Nothing in the records may change. Print them all again.
+++ Source information +++
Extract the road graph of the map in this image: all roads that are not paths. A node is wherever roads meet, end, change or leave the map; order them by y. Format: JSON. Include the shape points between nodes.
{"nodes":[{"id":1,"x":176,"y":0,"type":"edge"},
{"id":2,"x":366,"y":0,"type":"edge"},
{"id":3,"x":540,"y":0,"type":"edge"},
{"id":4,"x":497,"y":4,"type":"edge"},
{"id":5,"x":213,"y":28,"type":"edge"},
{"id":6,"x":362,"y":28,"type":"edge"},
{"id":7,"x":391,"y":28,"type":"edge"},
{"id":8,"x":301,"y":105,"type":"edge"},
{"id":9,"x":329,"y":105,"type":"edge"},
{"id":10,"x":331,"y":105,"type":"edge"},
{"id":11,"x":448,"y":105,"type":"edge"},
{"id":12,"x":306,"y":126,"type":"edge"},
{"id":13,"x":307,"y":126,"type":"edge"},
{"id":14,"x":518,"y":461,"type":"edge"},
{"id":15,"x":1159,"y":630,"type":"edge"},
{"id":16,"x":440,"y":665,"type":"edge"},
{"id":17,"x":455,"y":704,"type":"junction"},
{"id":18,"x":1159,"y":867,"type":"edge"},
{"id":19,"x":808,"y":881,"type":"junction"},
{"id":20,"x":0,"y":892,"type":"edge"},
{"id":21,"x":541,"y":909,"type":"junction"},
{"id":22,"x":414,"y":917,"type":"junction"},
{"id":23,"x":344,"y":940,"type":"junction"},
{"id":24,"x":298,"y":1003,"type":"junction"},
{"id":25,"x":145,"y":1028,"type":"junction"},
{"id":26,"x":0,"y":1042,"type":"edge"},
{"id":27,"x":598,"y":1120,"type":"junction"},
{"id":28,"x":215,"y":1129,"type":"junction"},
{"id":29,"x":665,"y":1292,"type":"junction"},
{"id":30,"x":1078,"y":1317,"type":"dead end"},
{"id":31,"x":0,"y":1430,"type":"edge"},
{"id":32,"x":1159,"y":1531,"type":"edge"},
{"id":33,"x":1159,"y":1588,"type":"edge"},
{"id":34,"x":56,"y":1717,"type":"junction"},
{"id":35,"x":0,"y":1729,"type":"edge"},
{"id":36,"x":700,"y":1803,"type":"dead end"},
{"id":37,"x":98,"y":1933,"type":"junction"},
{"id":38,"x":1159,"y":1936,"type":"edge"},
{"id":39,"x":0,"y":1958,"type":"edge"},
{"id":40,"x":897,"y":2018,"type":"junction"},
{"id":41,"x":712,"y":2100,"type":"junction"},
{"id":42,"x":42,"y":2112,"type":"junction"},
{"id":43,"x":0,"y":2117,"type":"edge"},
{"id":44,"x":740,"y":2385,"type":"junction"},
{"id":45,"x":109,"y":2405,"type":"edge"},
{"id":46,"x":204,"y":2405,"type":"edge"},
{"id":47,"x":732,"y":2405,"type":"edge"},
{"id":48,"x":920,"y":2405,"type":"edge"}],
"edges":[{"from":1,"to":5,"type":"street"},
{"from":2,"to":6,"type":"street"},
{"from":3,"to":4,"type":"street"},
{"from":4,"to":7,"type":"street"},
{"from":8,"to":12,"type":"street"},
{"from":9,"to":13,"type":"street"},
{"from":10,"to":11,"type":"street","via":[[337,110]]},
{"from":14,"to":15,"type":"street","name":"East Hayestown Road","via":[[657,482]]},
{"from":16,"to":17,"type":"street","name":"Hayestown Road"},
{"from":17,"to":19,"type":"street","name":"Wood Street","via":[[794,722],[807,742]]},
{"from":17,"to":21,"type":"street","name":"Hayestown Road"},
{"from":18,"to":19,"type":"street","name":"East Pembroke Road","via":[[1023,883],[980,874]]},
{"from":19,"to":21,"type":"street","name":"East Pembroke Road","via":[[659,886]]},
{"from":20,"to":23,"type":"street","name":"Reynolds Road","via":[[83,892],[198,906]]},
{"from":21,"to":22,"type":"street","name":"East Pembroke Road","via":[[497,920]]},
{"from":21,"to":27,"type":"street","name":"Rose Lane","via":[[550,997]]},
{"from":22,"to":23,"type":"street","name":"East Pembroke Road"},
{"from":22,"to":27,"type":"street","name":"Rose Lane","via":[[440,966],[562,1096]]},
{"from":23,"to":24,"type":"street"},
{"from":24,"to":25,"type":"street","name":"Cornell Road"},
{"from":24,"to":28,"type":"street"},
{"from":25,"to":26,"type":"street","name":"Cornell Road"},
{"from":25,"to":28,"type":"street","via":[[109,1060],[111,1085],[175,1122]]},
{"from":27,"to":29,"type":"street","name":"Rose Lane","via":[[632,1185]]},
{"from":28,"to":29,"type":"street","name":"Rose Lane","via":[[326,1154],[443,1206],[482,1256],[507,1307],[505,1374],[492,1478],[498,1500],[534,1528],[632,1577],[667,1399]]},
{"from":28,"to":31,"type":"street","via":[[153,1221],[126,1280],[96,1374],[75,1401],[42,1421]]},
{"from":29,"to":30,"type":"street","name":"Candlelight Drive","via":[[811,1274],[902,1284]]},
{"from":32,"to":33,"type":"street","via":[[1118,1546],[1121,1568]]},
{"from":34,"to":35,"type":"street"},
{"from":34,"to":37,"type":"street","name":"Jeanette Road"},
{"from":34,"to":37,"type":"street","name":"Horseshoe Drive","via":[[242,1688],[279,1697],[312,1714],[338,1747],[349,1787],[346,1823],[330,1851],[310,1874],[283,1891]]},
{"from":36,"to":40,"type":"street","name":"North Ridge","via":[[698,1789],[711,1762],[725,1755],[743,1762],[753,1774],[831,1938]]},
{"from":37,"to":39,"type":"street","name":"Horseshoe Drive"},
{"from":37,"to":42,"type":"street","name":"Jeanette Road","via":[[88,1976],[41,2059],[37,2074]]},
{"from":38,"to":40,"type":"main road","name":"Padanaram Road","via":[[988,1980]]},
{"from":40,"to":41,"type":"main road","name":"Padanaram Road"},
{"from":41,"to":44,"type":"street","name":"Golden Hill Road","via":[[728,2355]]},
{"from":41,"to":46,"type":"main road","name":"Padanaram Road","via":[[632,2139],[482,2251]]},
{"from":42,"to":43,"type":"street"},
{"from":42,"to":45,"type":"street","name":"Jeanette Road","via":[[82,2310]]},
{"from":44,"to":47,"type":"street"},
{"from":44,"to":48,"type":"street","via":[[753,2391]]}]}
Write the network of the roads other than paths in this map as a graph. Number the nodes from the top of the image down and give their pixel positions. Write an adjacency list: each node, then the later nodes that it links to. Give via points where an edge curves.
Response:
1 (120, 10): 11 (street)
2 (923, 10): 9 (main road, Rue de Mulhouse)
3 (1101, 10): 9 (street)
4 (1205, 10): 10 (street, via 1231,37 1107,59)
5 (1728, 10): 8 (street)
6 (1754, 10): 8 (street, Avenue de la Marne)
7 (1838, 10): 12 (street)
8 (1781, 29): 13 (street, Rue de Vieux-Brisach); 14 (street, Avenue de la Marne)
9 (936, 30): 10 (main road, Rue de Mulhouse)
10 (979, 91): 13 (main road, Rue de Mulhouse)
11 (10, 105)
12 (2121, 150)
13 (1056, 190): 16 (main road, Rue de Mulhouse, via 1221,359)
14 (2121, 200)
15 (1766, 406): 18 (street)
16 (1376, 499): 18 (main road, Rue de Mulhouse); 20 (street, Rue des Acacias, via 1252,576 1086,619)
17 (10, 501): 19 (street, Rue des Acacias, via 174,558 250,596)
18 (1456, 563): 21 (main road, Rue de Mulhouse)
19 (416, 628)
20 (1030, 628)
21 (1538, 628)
+++
Output below:
Extract the road graph of the map in this image: all roads that are not paths. A node is wherever roads meet, end, change or leave the map; order them by y. Format: JSON. Include the shape points between nodes.
{"nodes":[{"id":1,"x":176,"y":0,"type":"edge"},
{"id":2,"x":366,"y":0,"type":"edge"},
{"id":3,"x":540,"y":0,"type":"edge"},
{"id":4,"x":497,"y":4,"type":"edge"},
{"id":5,"x":213,"y":28,"type":"edge"},
{"id":6,"x":362,"y":28,"type":"edge"},
{"id":7,"x":391,"y":28,"type":"edge"},
{"id":8,"x":301,"y":105,"type":"edge"},
{"id":9,"x":329,"y":105,"type":"edge"},
{"id":10,"x":331,"y":105,"type":"edge"},
{"id":11,"x":448,"y":105,"type":"edge"},
{"id":12,"x":306,"y":126,"type":"edge"},
{"id":13,"x":307,"y":126,"type":"edge"},
{"id":14,"x":518,"y":461,"type":"edge"},
{"id":15,"x":1159,"y":630,"type":"edge"},
{"id":16,"x":440,"y":665,"type":"edge"},
{"id":17,"x":455,"y":704,"type":"junction"},
{"id":18,"x":1159,"y":867,"type":"edge"},
{"id":19,"x":808,"y":881,"type":"junction"},
{"id":20,"x":0,"y":892,"type":"edge"},
{"id":21,"x":541,"y":909,"type":"junction"},
{"id":22,"x":414,"y":917,"type":"junction"},
{"id":23,"x":344,"y":940,"type":"junction"},
{"id":24,"x":298,"y":1003,"type":"junction"},
{"id":25,"x":145,"y":1028,"type":"junction"},
{"id":26,"x":0,"y":1042,"type":"edge"},
{"id":27,"x":598,"y":1120,"type":"junction"},
{"id":28,"x":215,"y":1129,"type":"junction"},
{"id":29,"x":665,"y":1292,"type":"junction"},
{"id":30,"x":1078,"y":1317,"type":"dead end"},
{"id":31,"x":0,"y":1430,"type":"edge"},
{"id":32,"x":1159,"y":1531,"type":"edge"},
{"id":33,"x":1159,"y":1588,"type":"edge"},
{"id":34,"x":56,"y":1717,"type":"junction"},
{"id":35,"x":0,"y":1729,"type":"edge"},
{"id":36,"x":700,"y":1803,"type":"dead end"},
{"id":37,"x":98,"y":1933,"type":"junction"},
{"id":38,"x":1159,"y":1936,"type":"edge"},
{"id":39,"x":0,"y":1958,"type":"edge"},
{"id":40,"x":897,"y":2018,"type":"junction"},
{"id":41,"x":712,"y":2100,"type":"junction"},
{"id":42,"x":42,"y":2112,"type":"junction"},
{"id":43,"x":0,"y":2117,"type":"edge"},
{"id":44,"x":740,"y":2385,"type":"junction"},
{"id":45,"x":109,"y":2405,"type":"edge"},
{"id":46,"x":204,"y":2405,"type":"edge"},
{"id":47,"x":732,"y":2405,"type":"edge"},
{"id":48,"x":920,"y":2405,"type":"edge"}],
"edges":[{"from":1,"to":5,"type":"street"},
{"from":2,"to":6,"type":"street"},
{"from":3,"to":4,"type":"street"},
{"from":4,"to":7,"type":"street"},
{"from":8,"to":12,"type":"street"},
{"from":9,"to":13,"type":"street"},
{"from":10,"to":11,"type":"street","via":[[337,110]]},
{"from":14,"to":15,"type":"street","name":"East Hayestown Road","via":[[657,482]]},
{"from":16,"to":17,"type":"street","name":"Hayestown Road"},
{"from":17,"to":19,"type":"street","name":"Wood Street","via":[[794,722],[807,742]]},
{"from":17,"to":21,"type":"street","name":"Hayestown Road"},
{"from":18,"to":19,"type":"street","name":"East Pembroke Road","via":[[1023,883],[980,874]]},
{"from":19,"to":21,"type":"street","name":"East Pembroke Road","via":[[659,886]]},
{"from":20,"to":23,"type":"street","name":"Reynolds Road","via":[[83,892],[198,906]]},
{"from":21,"to":22,"type":"street","name":"East Pembroke Road","via":[[497,920]]},
{"from":21,"to":27,"type":"street","name":"Rose Lane","via":[[550,997]]},
{"from":22,"to":23,"type":"street","name":"East Pembroke Road"},
{"from":22,"to":27,"type":"street","name":"Rose Lane","via":[[440,966],[562,1096]]},
{"from":23,"to":24,"type":"street"},
{"from":24,"to":25,"type":"street","name":"Cornell Road"},
{"from":24,"to":28,"type":"street"},
{"from":25,"to":26,"type":"street","name":"Cornell Road"},
{"from":25,"to":28,"type":"street","via":[[109,1060],[111,1085],[175,1122]]},
{"from":27,"to":29,"type":"street","name":"Rose Lane","via":[[632,1185]]},
{"from":28,"to":29,"type":"street","name":"Rose Lane","via":[[326,1154],[443,1206],[482,1256],[507,1307],[505,1374],[492,1478],[498,1500],[534,1528],[632,1577],[667,1399]]},
{"from":28,"to":31,"type":"street","via":[[153,1221],[126,1280],[96,1374],[75,1401],[42,1421]]},
{"from":29,"to":30,"type":"street","name":"Candlelight Drive","via":[[811,1274],[902,1284]]},
{"from":32,"to":33,"type":"street","via":[[1118,1546],[1121,1568]]},
{"from":34,"to":35,"type":"street"},
{"from":34,"to":37,"type":"street","name":"Jeanette Road"},
{"from":34,"to":37,"type":"street","name":"Horseshoe Drive","via":[[242,1688],[279,1697],[312,1714],[338,1747],[349,1787],[346,1823],[330,1851],[310,1874],[283,1891]]},
{"from":36,"to":40,"type":"street","name":"North Ridge","via":[[698,1789],[711,1762],[725,1755],[743,1762],[753,1774],[831,1938]]},
{"from":37,"to":39,"type":"street","name":"Horseshoe Drive"},
{"from":37,"to":42,"type":"street","name":"Jeanette Road","via":[[88,1976],[41,2059],[37,2074]]},
{"from":38,"to":40,"type":"main road","name":"Padanaram Road","via":[[988,1980]]},
{"from":40,"to":41,"type":"main road","name":"Padanaram Road"},
{"from":41,"to":44,"type":"street","name":"Golden Hill Road","via":[[728,2355]]},
{"from":41,"to":46,"type":"main road","name":"Padanaram Road","via":[[632,2139],[482,2251]]},
{"from":42,"to":43,"type":"street"},
{"from":42,"to":45,"type":"street","name":"Jeanette Road","via":[[82,2310]]},
{"from":44,"to":47,"type":"street"},
{"from":44,"to":48,"type":"street","via":[[753,2391]]}]}
Write the network of the roads other than paths in this map as a graph. Number the nodes from the top of the image down and give their pixel positions. Write an adjacency list: each node, then the later nodes that it links to. Give via points where an edge curves.
Response:
1 (120, 10): 11 (street)
2 (923, 10): 9 (main road, Rue de Mulhouse)
3 (1101, 10): 9 (street)
4 (1205, 10): 10 (street, via 1231,37 1107,59)
5 (1728, 10): 8 (street)
6 (1754, 10): 8 (street, Avenue de la Marne)
7 (1838, 10): 12 (street)
8 (1781, 29): 13 (street, Rue de Vieux-Brisach); 14 (street, Avenue de la Marne)
9 (936, 30): 10 (main road, Rue de Mulhouse)
10 (979, 91): 13 (main road, Rue de Mulhouse)
11 (10, 105)
12 (2121, 150)
13 (1056, 190): 16 (main road, Rue de Mulhouse, via 1221,359)
14 (2121, 200)
15 (1766, 406): 18 (street)
16 (1376, 499): 18 (main road, Rue de Mulhouse); 20 (street, Rue des Acacias, via 1252,576 1086,619)
17 (10, 501): 19 (street, Rue des Acacias, via 174,558 250,596)
18 (1456, 563): 21 (main road, Rue de Mulhouse)
19 (416, 628)
20 (1030, 628)
21 (1538, 628)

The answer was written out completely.